The lesson behind the redemption, though, is a lesson that every pro – at one time or another in his or her career – has offered to an interviewer holding a mike: put that last bad shot or hole or round behind you. The next shot, the next hole, the next round needn’t be like the last one. It simply isn’t good enough to know that you have another chance – You have to shrug off your misfortune and take advantage of the next opportunity. It may be simplistic to say so, but I think the key to that is (oh no, not THAT old sermon) focus!

I went to meet a buddy for a round of golf this morning. He had a doctor’s appointment, and would arrive later; I could be there early and get in a few holes before he arrived!

Charlotte skyline through trees

It is a great little urban course within sight of the Charlotte city skyline, and I knew that the morning rush hour traffic would be brutal. It was – and I barely made my tee time – 8:28. It was Ladies Day, and they would start at 8:30. I would have to hustle to keep from being pushed. The course was wet from two or three days of drizzle and fog. Balls hitting the ground threw up rooster tails of water before rolling to a sodden stop. My buddy called me around the third hole and told me he couldn’t make it. My wife called to tell me the heating and air guys had to order a part to fix the heat pump. My game – sucked.

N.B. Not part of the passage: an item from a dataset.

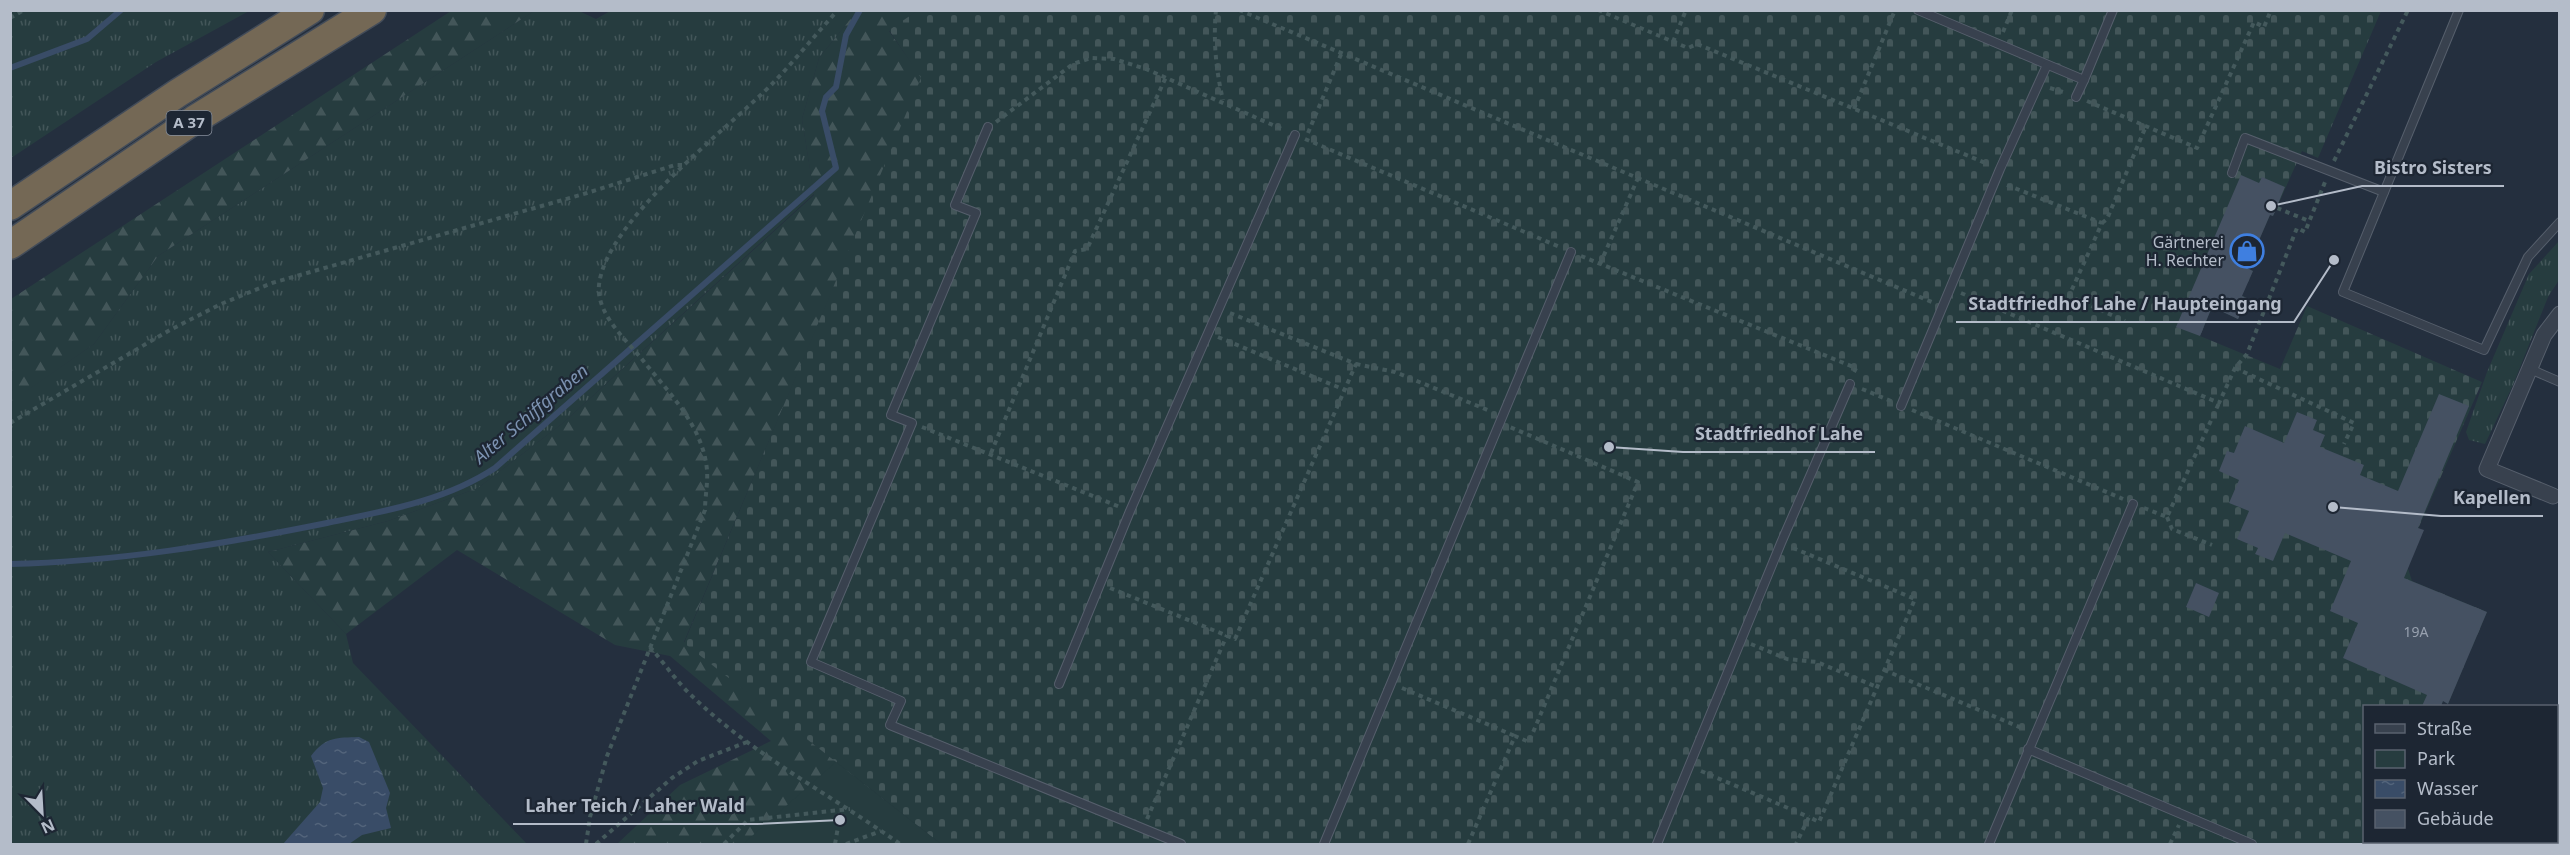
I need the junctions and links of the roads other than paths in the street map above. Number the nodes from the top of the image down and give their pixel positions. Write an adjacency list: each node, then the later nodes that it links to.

All of the morning’s irritations were working their way into my game. The nerve! I grumbled along, and then along about the fifth hole, I woke up. I knew what was wrong with me and I knew how to fix it. We almost always know this. I am convinced of it. I know how a shot is supposed to be lined up. I know what my grip should be. I make pretty good club selections. I have played this course many times and know what drive placement works best if you want a shot at par – or bogey – a result that mollifies, if not completely satisfies, me. I knew all this stuff, but I wasn’t doing it. I wasn’t doing it because I was focused on the other baloney of the day. I would like to say I creamed the last four holes, but I rarely cream anything on a golf course. But – my last four holes were three strokes better than my first four.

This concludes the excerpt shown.